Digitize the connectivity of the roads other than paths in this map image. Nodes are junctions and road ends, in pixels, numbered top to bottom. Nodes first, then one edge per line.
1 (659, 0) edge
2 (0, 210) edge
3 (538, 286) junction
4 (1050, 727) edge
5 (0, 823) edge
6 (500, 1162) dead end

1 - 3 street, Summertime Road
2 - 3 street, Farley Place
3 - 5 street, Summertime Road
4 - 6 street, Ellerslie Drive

## Exercise instructions
Each record needs to be given again exactly.

## Completed task
Digitize the connectivity of the roads other than paths in this map image. Nodes are junctions and road ends, in pixels, numbered top to bottom. Nodes first, then one edge per line.
1 (659, 0) edge
2 (0, 210) edge
3 (538, 286) junction
4 (1050, 727) edge
5 (0, 823) edge
6 (500, 1162) dead end

1 - 3 street, Summertime Road
2 - 3 street, Farley Place
3 - 5 street, Summertime Road
4 - 6 street, Ellerslie Drive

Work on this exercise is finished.